Recorded information
▬▬▬▬▬▬▬▬▬▬

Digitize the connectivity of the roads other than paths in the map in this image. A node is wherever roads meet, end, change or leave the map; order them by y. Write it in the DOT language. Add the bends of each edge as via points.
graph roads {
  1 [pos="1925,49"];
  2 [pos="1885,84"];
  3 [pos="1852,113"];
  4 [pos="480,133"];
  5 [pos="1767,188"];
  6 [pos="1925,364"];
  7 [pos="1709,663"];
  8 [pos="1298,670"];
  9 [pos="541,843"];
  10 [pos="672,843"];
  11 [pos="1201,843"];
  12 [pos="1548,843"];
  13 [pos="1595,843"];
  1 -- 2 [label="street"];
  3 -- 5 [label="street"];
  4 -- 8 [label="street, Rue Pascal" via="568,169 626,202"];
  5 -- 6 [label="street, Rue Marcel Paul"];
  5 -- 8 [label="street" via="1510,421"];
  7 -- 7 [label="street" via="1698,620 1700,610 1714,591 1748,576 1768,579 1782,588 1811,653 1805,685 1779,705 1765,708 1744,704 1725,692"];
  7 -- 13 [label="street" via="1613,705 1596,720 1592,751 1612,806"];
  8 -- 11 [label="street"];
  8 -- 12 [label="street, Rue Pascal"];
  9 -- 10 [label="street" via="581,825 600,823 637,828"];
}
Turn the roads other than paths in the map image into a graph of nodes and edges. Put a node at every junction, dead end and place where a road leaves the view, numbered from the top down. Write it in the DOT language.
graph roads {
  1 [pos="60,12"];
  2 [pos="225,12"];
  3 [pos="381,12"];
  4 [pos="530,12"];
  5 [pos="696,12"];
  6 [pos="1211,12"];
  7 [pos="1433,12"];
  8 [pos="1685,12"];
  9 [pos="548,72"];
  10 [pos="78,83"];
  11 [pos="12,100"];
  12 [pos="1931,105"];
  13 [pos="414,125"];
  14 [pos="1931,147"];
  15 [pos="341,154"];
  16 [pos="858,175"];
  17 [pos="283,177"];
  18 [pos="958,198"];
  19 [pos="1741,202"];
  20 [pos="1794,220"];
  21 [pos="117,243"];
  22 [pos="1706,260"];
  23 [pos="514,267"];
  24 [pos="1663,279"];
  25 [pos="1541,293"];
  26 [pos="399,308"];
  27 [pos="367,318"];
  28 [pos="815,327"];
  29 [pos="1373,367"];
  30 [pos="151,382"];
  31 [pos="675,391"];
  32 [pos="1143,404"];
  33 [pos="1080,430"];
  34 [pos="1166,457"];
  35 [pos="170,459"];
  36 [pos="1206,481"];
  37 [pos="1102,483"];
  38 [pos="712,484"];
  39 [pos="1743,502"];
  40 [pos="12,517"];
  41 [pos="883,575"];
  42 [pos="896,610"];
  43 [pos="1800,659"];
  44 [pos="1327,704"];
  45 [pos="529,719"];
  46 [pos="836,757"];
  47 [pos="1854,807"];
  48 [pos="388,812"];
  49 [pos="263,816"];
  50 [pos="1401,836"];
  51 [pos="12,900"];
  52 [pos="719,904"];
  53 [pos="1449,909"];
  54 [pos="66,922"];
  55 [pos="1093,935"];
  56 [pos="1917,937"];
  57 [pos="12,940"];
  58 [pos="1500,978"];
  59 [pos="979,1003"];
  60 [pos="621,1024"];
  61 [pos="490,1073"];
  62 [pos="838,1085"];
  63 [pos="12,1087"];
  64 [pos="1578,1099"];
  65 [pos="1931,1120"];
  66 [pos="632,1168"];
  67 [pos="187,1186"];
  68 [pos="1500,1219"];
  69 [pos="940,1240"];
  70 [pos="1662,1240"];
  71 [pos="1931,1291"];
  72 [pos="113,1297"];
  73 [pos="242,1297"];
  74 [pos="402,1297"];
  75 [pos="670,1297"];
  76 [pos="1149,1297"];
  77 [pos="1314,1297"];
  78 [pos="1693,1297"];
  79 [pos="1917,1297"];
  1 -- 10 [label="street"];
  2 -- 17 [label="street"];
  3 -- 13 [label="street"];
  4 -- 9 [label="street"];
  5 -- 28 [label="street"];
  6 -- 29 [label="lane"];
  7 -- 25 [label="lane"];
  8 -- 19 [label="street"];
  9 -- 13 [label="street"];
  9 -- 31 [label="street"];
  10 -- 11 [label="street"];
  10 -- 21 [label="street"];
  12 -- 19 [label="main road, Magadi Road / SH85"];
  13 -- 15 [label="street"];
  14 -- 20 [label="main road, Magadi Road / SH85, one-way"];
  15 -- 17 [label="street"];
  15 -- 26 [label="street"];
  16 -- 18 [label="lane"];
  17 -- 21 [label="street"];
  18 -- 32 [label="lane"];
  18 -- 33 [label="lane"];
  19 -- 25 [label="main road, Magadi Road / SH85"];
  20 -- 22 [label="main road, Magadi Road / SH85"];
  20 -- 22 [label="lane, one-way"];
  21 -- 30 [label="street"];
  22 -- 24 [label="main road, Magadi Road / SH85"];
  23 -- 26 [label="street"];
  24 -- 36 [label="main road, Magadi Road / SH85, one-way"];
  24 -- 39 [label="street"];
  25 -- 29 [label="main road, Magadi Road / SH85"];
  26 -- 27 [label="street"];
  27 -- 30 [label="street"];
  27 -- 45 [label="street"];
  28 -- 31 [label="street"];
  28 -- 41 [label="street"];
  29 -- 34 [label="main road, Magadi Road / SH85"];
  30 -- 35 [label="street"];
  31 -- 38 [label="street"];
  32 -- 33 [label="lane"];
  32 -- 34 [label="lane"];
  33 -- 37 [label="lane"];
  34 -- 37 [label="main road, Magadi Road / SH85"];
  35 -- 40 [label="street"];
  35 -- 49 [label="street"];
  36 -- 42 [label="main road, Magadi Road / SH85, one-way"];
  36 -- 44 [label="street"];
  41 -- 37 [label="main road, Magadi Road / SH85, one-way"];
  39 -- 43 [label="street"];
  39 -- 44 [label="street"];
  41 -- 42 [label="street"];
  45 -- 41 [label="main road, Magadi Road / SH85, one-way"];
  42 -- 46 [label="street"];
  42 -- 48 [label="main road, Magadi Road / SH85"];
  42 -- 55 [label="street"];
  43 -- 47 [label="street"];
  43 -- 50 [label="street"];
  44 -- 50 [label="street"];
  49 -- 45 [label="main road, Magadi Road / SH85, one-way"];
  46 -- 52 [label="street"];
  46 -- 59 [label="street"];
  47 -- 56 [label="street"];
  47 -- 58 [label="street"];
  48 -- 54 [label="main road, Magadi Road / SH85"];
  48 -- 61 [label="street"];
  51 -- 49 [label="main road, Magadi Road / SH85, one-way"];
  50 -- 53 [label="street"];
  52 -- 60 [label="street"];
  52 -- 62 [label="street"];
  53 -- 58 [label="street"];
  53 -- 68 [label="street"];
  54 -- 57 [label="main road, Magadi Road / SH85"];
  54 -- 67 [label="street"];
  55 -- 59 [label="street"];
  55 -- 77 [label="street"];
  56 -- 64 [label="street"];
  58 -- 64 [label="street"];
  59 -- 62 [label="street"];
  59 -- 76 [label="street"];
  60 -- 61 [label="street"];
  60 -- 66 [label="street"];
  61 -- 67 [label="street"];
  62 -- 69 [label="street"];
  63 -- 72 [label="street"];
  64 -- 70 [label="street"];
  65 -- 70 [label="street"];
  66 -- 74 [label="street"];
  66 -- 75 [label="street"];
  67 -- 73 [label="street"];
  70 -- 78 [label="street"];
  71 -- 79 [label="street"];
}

▬▬▬▬▬▬▬▬▬▬

Exercise goal
Select every line in the material above where the string "Pascal" occurs, and copy it.

Completed exercise
  4 -- 8 [label="street, Rue Pascal" via="568,169 626,202"];
  8 -- 12 [label="street, Rue Pascal"];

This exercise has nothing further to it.